== Given data ==
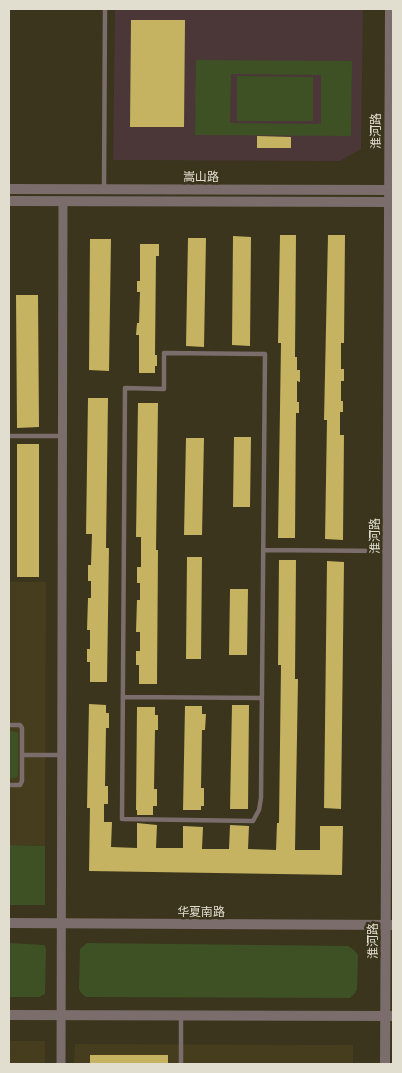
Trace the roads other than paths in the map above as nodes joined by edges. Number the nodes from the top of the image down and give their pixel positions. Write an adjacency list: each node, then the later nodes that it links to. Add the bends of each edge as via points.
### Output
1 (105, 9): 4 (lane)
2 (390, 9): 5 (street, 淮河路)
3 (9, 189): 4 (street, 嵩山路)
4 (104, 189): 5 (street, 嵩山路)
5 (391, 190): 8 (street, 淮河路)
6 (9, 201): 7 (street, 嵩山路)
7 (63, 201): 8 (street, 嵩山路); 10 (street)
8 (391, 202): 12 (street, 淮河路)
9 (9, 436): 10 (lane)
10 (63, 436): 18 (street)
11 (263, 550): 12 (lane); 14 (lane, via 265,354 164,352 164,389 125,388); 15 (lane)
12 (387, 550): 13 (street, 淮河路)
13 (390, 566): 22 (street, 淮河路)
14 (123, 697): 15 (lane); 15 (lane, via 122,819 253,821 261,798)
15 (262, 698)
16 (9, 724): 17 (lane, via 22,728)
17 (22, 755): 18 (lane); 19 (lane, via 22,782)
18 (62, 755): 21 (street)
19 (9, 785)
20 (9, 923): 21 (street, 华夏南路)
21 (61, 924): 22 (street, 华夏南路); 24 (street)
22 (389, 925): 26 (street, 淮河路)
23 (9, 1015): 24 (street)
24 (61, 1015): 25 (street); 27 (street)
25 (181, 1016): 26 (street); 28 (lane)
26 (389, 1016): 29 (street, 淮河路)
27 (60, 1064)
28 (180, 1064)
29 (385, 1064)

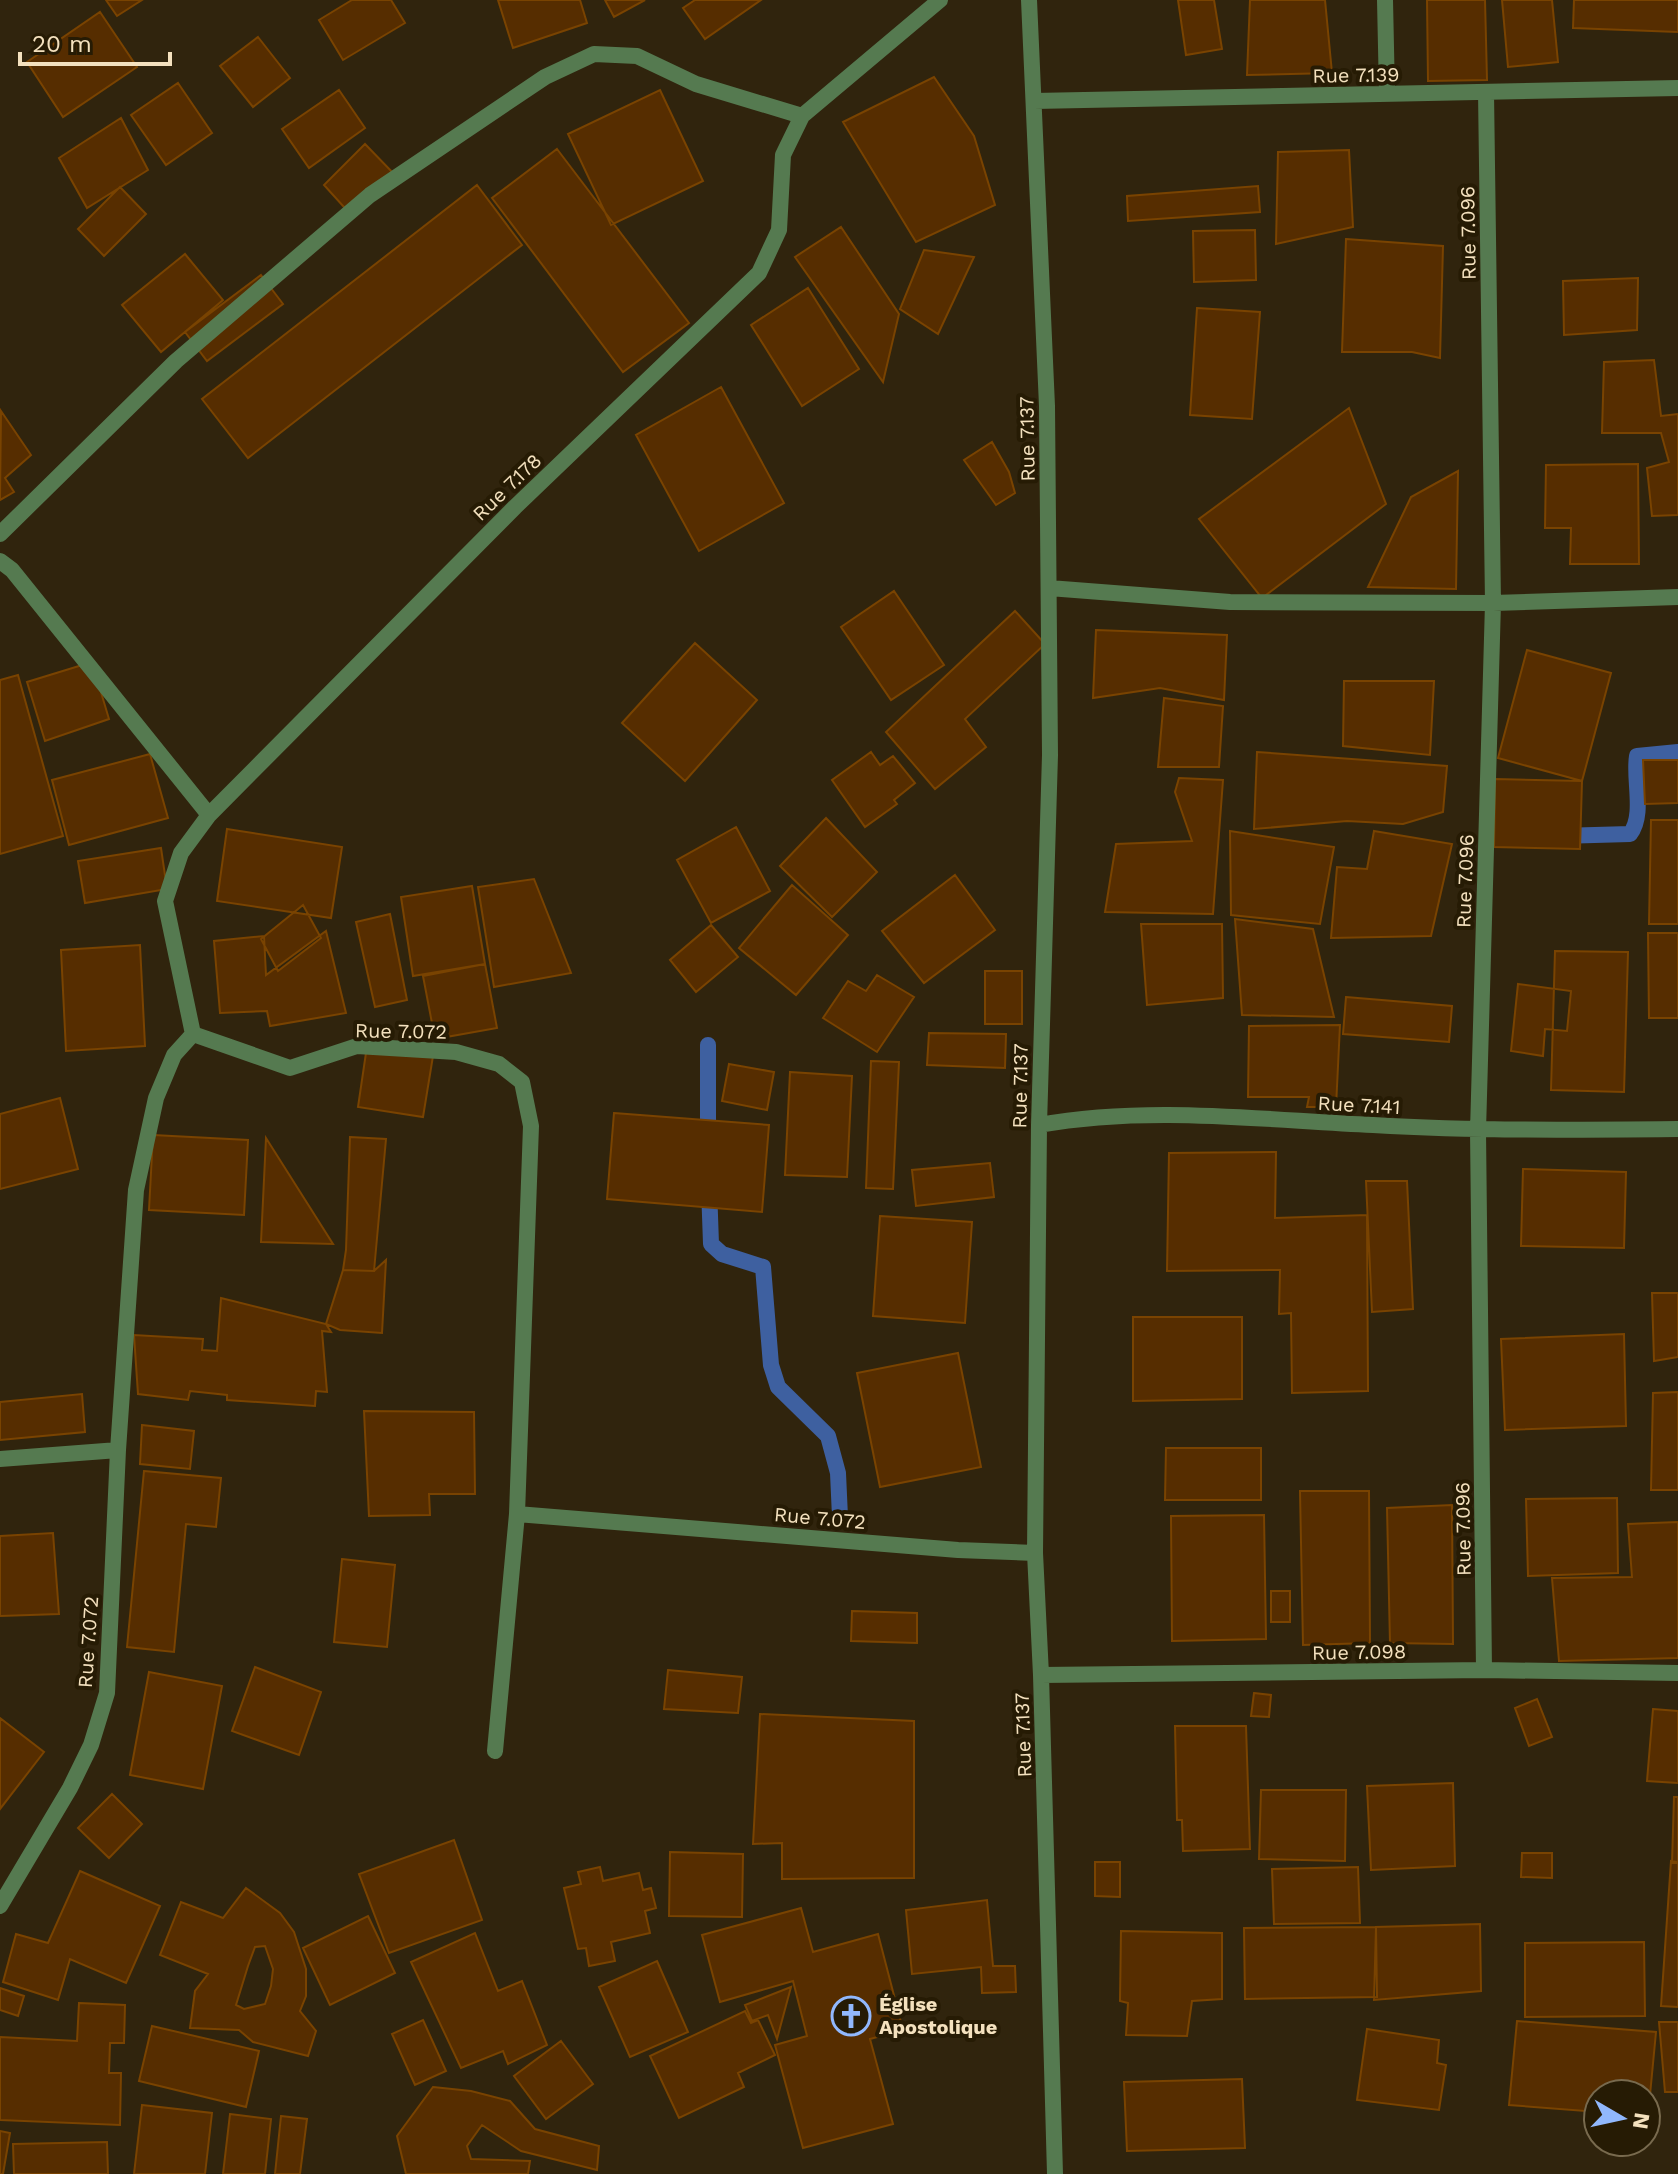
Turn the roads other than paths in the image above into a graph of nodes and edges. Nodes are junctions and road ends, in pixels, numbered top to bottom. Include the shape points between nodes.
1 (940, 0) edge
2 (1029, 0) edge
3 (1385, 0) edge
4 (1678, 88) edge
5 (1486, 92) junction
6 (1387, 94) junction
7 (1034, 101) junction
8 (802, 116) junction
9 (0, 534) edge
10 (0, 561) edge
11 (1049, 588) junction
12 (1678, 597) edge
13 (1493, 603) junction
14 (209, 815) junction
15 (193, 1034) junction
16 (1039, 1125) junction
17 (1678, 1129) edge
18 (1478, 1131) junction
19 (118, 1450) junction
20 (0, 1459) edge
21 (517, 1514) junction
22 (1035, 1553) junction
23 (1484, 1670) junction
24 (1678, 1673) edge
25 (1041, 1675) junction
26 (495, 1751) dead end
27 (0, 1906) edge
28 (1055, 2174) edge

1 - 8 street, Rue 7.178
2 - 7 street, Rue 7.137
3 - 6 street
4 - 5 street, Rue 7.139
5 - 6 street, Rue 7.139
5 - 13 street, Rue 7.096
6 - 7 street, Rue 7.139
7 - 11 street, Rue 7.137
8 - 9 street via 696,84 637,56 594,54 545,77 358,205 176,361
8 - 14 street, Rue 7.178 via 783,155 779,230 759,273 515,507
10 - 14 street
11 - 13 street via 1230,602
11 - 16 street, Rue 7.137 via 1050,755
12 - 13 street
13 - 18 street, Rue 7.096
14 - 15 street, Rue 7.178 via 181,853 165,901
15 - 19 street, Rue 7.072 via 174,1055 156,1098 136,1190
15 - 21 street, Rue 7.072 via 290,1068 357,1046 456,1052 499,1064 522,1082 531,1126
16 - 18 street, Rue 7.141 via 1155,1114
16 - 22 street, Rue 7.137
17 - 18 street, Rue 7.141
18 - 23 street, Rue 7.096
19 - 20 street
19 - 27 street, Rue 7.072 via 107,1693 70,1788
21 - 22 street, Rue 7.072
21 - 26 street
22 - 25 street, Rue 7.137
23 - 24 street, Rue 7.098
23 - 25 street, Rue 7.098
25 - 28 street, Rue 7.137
===
#### Task statement
Where a line of the data above includes the string "lane", pull it out.

#### Task solution
1 (105, 9): 4 (lane)
9 (9, 436): 10 (lane)
11 (263, 550): 12 (lane); 14 (lane, via 265,354 164,352 164,389 125,388); 15 (lane)
14 (123, 697): 15 (lane); 15 (lane, via 122,819 253,821 261,798)
16 (9, 724): 17 (lane, via 22,728)
17 (22, 755): 18 (lane); 19 (lane, via 22,782)
25 (181, 1016): 26 (street); 28 (lane)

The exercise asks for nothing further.